Saved entries
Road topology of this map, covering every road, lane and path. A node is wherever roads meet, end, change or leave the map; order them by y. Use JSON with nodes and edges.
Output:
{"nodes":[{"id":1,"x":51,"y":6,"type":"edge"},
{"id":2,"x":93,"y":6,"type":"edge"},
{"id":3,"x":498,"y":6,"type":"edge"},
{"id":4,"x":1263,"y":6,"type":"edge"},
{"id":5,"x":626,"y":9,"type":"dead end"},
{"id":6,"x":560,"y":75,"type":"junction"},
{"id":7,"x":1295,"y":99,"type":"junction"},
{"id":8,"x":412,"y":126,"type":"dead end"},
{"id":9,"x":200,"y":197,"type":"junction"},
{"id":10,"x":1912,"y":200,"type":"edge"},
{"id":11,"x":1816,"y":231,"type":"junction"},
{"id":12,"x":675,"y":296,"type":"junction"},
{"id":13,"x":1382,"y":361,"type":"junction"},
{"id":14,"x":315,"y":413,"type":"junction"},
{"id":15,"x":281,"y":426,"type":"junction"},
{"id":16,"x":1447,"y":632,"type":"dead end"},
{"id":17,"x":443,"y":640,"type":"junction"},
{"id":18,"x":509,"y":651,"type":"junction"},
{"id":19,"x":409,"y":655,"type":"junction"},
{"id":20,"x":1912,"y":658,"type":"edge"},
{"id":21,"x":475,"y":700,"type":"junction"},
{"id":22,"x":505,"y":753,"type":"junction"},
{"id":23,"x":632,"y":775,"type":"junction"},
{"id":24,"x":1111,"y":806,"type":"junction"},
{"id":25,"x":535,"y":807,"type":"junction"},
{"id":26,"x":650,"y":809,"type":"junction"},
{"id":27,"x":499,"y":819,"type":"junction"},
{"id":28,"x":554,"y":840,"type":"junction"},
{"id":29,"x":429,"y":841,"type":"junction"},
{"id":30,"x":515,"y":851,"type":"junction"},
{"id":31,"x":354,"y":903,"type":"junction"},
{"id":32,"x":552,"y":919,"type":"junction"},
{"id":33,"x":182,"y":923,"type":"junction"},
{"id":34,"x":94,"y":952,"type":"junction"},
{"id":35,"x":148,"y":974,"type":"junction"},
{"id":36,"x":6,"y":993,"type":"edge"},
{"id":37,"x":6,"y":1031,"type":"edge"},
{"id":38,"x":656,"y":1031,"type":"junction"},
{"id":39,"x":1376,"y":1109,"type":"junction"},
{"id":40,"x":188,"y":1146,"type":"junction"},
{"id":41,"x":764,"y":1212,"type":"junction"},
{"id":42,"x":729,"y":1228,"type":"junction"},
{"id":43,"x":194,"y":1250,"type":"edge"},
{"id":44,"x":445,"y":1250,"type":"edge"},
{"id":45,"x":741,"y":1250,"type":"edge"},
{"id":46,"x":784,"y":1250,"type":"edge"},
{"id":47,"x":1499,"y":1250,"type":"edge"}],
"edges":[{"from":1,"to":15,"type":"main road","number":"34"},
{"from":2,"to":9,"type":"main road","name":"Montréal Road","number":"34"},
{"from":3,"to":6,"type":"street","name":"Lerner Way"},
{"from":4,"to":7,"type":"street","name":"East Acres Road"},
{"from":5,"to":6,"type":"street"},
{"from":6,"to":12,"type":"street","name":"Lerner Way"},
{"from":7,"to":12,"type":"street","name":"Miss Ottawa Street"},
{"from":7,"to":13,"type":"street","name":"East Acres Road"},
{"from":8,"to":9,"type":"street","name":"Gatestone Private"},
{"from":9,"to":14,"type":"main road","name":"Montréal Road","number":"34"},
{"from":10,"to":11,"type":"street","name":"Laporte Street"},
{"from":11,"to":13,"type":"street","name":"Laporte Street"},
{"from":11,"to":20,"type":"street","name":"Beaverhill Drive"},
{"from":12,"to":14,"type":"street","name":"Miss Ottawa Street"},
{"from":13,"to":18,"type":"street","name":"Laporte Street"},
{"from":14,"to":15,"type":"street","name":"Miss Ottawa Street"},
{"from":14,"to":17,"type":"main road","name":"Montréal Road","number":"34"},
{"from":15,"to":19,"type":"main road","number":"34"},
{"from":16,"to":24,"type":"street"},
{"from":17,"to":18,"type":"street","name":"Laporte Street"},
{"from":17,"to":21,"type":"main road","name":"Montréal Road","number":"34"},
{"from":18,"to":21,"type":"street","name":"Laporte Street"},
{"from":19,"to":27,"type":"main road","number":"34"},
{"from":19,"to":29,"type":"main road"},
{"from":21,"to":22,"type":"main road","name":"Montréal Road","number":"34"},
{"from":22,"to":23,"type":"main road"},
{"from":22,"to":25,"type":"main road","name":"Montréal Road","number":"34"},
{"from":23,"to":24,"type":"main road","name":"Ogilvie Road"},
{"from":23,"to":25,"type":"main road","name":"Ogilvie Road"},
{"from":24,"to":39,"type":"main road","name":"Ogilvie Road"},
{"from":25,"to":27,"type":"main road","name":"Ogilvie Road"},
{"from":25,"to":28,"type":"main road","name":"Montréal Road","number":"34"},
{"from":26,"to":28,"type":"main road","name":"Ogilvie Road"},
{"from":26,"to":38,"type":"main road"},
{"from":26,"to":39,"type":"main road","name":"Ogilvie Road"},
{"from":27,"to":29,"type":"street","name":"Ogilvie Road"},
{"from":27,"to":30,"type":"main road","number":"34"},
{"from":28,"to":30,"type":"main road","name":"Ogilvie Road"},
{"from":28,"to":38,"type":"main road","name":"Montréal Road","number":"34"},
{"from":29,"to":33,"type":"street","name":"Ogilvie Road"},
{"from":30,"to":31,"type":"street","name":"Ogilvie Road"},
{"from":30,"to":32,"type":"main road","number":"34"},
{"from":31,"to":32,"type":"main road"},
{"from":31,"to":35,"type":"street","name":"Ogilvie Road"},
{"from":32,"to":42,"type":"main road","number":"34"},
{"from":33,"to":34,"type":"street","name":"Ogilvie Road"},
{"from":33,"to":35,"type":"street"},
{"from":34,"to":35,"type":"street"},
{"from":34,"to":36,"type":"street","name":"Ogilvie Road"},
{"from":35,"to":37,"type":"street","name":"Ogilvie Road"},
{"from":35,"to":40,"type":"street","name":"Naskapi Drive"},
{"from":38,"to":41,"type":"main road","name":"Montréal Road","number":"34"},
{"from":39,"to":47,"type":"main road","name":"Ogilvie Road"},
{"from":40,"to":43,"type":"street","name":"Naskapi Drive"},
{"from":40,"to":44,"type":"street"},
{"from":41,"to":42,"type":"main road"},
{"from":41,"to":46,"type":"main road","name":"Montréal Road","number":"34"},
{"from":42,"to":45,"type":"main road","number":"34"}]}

** WHAT IS EXPECTED **
Reproduce the complete data exactly as presented above.

** FINISHED TASK **
Road topology of this map, covering every road, lane and path. A node is wherever roads meet, end, change or leave the map; order them by y. Use JSON with nodes and edges.
Output:
{"nodes":[{"id":1,"x":51,"y":6,"type":"edge"},
{"id":2,"x":93,"y":6,"type":"edge"},
{"id":3,"x":498,"y":6,"type":"edge"},
{"id":4,"x":1263,"y":6,"type":"edge"},
{"id":5,"x":626,"y":9,"type":"dead end"},
{"id":6,"x":560,"y":75,"type":"junction"},
{"id":7,"x":1295,"y":99,"type":"junction"},
{"id":8,"x":412,"y":126,"type":"dead end"},
{"id":9,"x":200,"y":197,"type":"junction"},
{"id":10,"x":1912,"y":200,"type":"edge"},
{"id":11,"x":1816,"y":231,"type":"junction"},
{"id":12,"x":675,"y":296,"type":"junction"},
{"id":13,"x":1382,"y":361,"type":"junction"},
{"id":14,"x":315,"y":413,"type":"junction"},
{"id":15,"x":281,"y":426,"type":"junction"},
{"id":16,"x":1447,"y":632,"type":"dead end"},
{"id":17,"x":443,"y":640,"type":"junction"},
{"id":18,"x":509,"y":651,"type":"junction"},
{"id":19,"x":409,"y":655,"type":"junction"},
{"id":20,"x":1912,"y":658,"type":"edge"},
{"id":21,"x":475,"y":700,"type":"junction"},
{"id":22,"x":505,"y":753,"type":"junction"},
{"id":23,"x":632,"y":775,"type":"junction"},
{"id":24,"x":1111,"y":806,"type":"junction"},
{"id":25,"x":535,"y":807,"type":"junction"},
{"id":26,"x":650,"y":809,"type":"junction"},
{"id":27,"x":499,"y":819,"type":"junction"},
{"id":28,"x":554,"y":840,"type":"junction"},
{"id":29,"x":429,"y":841,"type":"junction"},
{"id":30,"x":515,"y":851,"type":"junction"},
{"id":31,"x":354,"y":903,"type":"junction"},
{"id":32,"x":552,"y":919,"type":"junction"},
{"id":33,"x":182,"y":923,"type":"junction"},
{"id":34,"x":94,"y":952,"type":"junction"},
{"id":35,"x":148,"y":974,"type":"junction"},
{"id":36,"x":6,"y":993,"type":"edge"},
{"id":37,"x":6,"y":1031,"type":"edge"},
{"id":38,"x":656,"y":1031,"type":"junction"},
{"id":39,"x":1376,"y":1109,"type":"junction"},
{"id":40,"x":188,"y":1146,"type":"junction"},
{"id":41,"x":764,"y":1212,"type":"junction"},
{"id":42,"x":729,"y":1228,"type":"junction"},
{"id":43,"x":194,"y":1250,"type":"edge"},
{"id":44,"x":445,"y":1250,"type":"edge"},
{"id":45,"x":741,"y":1250,"type":"edge"},
{"id":46,"x":784,"y":1250,"type":"edge"},
{"id":47,"x":1499,"y":1250,"type":"edge"}],
"edges":[{"from":1,"to":15,"type":"main road","number":"34"},
{"from":2,"to":9,"type":"main road","name":"Montréal Road","number":"34"},
{"from":3,"to":6,"type":"street","name":"Lerner Way"},
{"from":4,"to":7,"type":"street","name":"East Acres Road"},
{"from":5,"to":6,"type":"street"},
{"from":6,"to":12,"type":"street","name":"Lerner Way"},
{"from":7,"to":12,"type":"street","name":"Miss Ottawa Street"},
{"from":7,"to":13,"type":"street","name":"East Acres Road"},
{"from":8,"to":9,"type":"street","name":"Gatestone Private"},
{"from":9,"to":14,"type":"main road","name":"Montréal Road","number":"34"},
{"from":10,"to":11,"type":"street","name":"Laporte Street"},
{"from":11,"to":13,"type":"street","name":"Laporte Street"},
{"from":11,"to":20,"type":"street","name":"Beaverhill Drive"},
{"from":12,"to":14,"type":"street","name":"Miss Ottawa Street"},
{"from":13,"to":18,"type":"street","name":"Laporte Street"},
{"from":14,"to":15,"type":"street","name":"Miss Ottawa Street"},
{"from":14,"to":17,"type":"main road","name":"Montréal Road","number":"34"},
{"from":15,"to":19,"type":"main road","number":"34"},
{"from":16,"to":24,"type":"street"},
{"from":17,"to":18,"type":"street","name":"Laporte Street"},
{"from":17,"to":21,"type":"main road","name":"Montréal Road","number":"34"},
{"from":18,"to":21,"type":"street","name":"Laporte Street"},
{"from":19,"to":27,"type":"main road","number":"34"},
{"from":19,"to":29,"type":"main road"},
{"from":21,"to":22,"type":"main road","name":"Montréal Road","number":"34"},
{"from":22,"to":23,"type":"main road"},
{"from":22,"to":25,"type":"main road","name":"Montréal Road","number":"34"},
{"from":23,"to":24,"type":"main road","name":"Ogilvie Road"},
{"from":23,"to":25,"type":"main road","name":"Ogilvie Road"},
{"from":24,"to":39,"type":"main road","name":"Ogilvie Road"},
{"from":25,"to":27,"type":"main road","name":"Ogilvie Road"},
{"from":25,"to":28,"type":"main road","name":"Montréal Road","number":"34"},
{"from":26,"to":28,"type":"main road","name":"Ogilvie Road"},
{"from":26,"to":38,"type":"main road"},
{"from":26,"to":39,"type":"main road","name":"Ogilvie Road"},
{"from":27,"to":29,"type":"street","name":"Ogilvie Road"},
{"from":27,"to":30,"type":"main road","number":"34"},
{"from":28,"to":30,"type":"main road","name":"Ogilvie Road"},
{"from":28,"to":38,"type":"main road","name":"Montréal Road","number":"34"},
{"from":29,"to":33,"type":"street","name":"Ogilvie Road"},
{"from":30,"to":31,"type":"street","name":"Ogilvie Road"},
{"from":30,"to":32,"type":"main road","number":"34"},
{"from":31,"to":32,"type":"main road"},
{"from":31,"to":35,"type":"street","name":"Ogilvie Road"},
{"from":32,"to":42,"type":"main road","number":"34"},
{"from":33,"to":34,"type":"street","name":"Ogilvie Road"},
{"from":33,"to":35,"type":"street"},
{"from":34,"to":35,"type":"street"},
{"from":34,"to":36,"type":"street","name":"Ogilvie Road"},
{"from":35,"to":37,"type":"street","name":"Ogilvie Road"},
{"from":35,"to":40,"type":"street","name":"Naskapi Drive"},
{"from":38,"to":41,"type":"main road","name":"Montréal Road","number":"34"},
{"from":39,"to":47,"type":"main road","name":"Ogilvie Road"},
{"from":40,"to":43,"type":"street","name":"Naskapi Drive"},
{"from":40,"to":44,"type":"street"},
{"from":41,"to":42,"type":"main road"},
{"from":41,"to":46,"type":"main road","name":"Montréal Road","number":"34"},
{"from":42,"to":45,"type":"main road","number":"34"}]}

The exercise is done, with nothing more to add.